* **What you are asked to do**:
The required output is the complete listing, copied word for word.

* **Information given**:
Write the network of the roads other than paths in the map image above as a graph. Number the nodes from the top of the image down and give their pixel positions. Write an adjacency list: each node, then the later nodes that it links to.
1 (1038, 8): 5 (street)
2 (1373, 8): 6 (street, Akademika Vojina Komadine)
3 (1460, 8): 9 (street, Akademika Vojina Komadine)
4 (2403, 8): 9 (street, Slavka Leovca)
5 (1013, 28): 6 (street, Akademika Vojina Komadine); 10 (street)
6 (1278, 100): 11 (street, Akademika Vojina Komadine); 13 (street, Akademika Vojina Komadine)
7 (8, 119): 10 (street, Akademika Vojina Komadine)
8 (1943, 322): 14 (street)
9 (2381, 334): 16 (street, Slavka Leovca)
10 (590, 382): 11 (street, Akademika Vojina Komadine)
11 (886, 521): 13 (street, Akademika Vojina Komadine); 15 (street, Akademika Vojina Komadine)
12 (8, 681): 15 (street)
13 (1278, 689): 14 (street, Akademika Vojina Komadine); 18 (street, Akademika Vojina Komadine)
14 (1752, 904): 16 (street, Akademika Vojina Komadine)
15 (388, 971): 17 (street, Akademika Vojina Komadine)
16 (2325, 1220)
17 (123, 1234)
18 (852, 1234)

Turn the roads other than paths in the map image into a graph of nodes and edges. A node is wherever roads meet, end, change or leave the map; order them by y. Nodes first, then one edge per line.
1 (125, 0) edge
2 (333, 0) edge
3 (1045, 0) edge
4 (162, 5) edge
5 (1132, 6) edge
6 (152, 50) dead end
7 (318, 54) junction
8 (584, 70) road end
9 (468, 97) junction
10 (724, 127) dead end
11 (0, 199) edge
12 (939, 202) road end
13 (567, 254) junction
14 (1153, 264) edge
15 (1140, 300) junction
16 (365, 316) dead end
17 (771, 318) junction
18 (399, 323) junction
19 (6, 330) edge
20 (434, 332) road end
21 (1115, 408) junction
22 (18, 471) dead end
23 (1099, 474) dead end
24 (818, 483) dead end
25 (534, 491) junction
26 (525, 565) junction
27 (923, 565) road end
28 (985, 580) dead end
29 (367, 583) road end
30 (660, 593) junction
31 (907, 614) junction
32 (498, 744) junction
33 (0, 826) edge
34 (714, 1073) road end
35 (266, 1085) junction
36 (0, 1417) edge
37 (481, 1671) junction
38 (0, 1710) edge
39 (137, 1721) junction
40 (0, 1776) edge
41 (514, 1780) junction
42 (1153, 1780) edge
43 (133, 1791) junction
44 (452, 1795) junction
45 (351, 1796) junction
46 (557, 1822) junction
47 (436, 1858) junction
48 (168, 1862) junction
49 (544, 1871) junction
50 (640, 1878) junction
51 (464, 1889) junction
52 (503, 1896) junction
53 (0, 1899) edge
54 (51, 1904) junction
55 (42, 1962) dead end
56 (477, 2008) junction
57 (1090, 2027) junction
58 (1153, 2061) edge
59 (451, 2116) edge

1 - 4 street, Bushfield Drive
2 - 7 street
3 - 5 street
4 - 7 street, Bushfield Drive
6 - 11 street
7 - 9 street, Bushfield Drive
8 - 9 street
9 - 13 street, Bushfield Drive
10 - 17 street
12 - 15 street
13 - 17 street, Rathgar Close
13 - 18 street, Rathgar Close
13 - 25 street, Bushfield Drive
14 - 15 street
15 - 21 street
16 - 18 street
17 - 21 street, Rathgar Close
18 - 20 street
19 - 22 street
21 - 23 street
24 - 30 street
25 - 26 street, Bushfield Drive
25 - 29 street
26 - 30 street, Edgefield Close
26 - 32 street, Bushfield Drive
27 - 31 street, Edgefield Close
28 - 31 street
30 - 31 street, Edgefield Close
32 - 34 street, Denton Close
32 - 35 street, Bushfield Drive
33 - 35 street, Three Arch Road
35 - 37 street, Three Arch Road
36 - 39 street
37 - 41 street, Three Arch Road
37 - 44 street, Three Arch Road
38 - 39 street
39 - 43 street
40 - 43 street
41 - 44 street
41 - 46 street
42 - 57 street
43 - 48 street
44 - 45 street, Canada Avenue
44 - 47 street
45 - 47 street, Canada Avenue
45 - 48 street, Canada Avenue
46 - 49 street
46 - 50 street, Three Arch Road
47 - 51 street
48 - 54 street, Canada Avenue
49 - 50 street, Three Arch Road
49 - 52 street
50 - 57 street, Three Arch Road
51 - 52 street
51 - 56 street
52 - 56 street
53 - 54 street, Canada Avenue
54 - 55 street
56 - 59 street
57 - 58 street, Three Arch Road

* **Output**:
Write the network of the roads other than paths in the map image above as a graph. Number the nodes from the top of the image down and give their pixel positions. Write an adjacency list: each node, then the later nodes that it links to.
1 (1038, 8): 5 (street)
2 (1373, 8): 6 (street, Akademika Vojina Komadine)
3 (1460, 8): 9 (street, Akademika Vojina Komadine)
4 (2403, 8): 9 (street, Slavka Leovca)
5 (1013, 28): 6 (street, Akademika Vojina Komadine); 10 (street)
6 (1278, 100): 11 (street, Akademika Vojina Komadine); 13 (street, Akademika Vojina Komadine)
7 (8, 119): 10 (street, Akademika Vojina Komadine)
8 (1943, 322): 14 (street)
9 (2381, 334): 16 (street, Slavka Leovca)
10 (590, 382): 11 (street, Akademika Vojina Komadine)
11 (886, 521): 13 (street, Akademika Vojina Komadine); 15 (street, Akademika Vojina Komadine)
12 (8, 681): 15 (street)
13 (1278, 689): 14 (street, Akademika Vojina Komadine); 18 (street, Akademika Vojina Komadine)
14 (1752, 904): 16 (street, Akademika Vojina Komadine)
15 (388, 971): 17 (street, Akademika Vojina Komadine)
16 (2325, 1220)
17 (123, 1234)
18 (852, 1234)

Turn the roads other than paths in the map image into a graph of nodes and edges. A node is wherever roads meet, end, change or leave the map; order them by y. Nodes first, then one edge per line.
1 (125, 0) edge
2 (333, 0) edge
3 (1045, 0) edge
4 (162, 5) edge
5 (1132, 6) edge
6 (152, 50) dead end
7 (318, 54) junction
8 (584, 70) road end
9 (468, 97) junction
10 (724, 127) dead end
11 (0, 199) edge
12 (939, 202) road end
13 (567, 254) junction
14 (1153, 264) edge
15 (1140, 300) junction
16 (365, 316) dead end
17 (771, 318) junction
18 (399, 323) junction
19 (6, 330) edge
20 (434, 332) road end
21 (1115, 408) junction
22 (18, 471) dead end
23 (1099, 474) dead end
24 (818, 483) dead end
25 (534, 491) junction
26 (525, 565) junction
27 (923, 565) road end
28 (985, 580) dead end
29 (367, 583) road end
30 (660, 593) junction
31 (907, 614) junction
32 (498, 744) junction
33 (0, 826) edge
34 (714, 1073) road end
35 (266, 1085) junction
36 (0, 1417) edge
37 (481, 1671) junction
38 (0, 1710) edge
39 (137, 1721) junction
40 (0, 1776) edge
41 (514, 1780) junction
42 (1153, 1780) edge
43 (133, 1791) junction
44 (452, 1795) junction
45 (351, 1796) junction
46 (557, 1822) junction
47 (436, 1858) junction
48 (168, 1862) junction
49 (544, 1871) junction
50 (640, 1878) junction
51 (464, 1889) junction
52 (503, 1896) junction
53 (0, 1899) edge
54 (51, 1904) junction
55 (42, 1962) dead end
56 (477, 2008) junction
57 (1090, 2027) junction
58 (1153, 2061) edge
59 (451, 2116) edge

1 - 4 street, Bushfield Drive
2 - 7 street
3 - 5 street
4 - 7 street, Bushfield Drive
6 - 11 street
7 - 9 street, Bushfield Drive
8 - 9 street
9 - 13 street, Bushfield Drive
10 - 17 street
12 - 15 street
13 - 17 street, Rathgar Close
13 - 18 street, Rathgar Close
13 - 25 street, Bushfield Drive
14 - 15 street
15 - 21 street
16 - 18 street
17 - 21 street, Rathgar Close
18 - 20 street
19 - 22 street
21 - 23 street
24 - 30 street
25 - 26 street, Bushfield Drive
25 - 29 street
26 - 30 street, Edgefield Close
26 - 32 street, Bushfield Drive
27 - 31 street, Edgefield Close
28 - 31 street
30 - 31 street, Edgefield Close
32 - 34 street, Denton Close
32 - 35 street, Bushfield Drive
33 - 35 street, Three Arch Road
35 - 37 street, Three Arch Road
36 - 39 street
37 - 41 street, Three Arch Road
37 - 44 street, Three Arch Road
38 - 39 street
39 - 43 street
40 - 43 street
41 - 44 street
41 - 46 street
42 - 57 street
43 - 48 street
44 - 45 street, Canada Avenue
44 - 47 street
45 - 47 street, Canada Avenue
45 - 48 street, Canada Avenue
46 - 49 street
46 - 50 street, Three Arch Road
47 - 51 street
48 - 54 street, Canada Avenue
49 - 50 street, Three Arch Road
49 - 52 street
50 - 57 street, Three Arch Road
51 - 52 street
51 - 56 street
52 - 56 street
53 - 54 street, Canada Avenue
54 - 55 street
56 - 59 street
57 - 58 street, Three Arch Road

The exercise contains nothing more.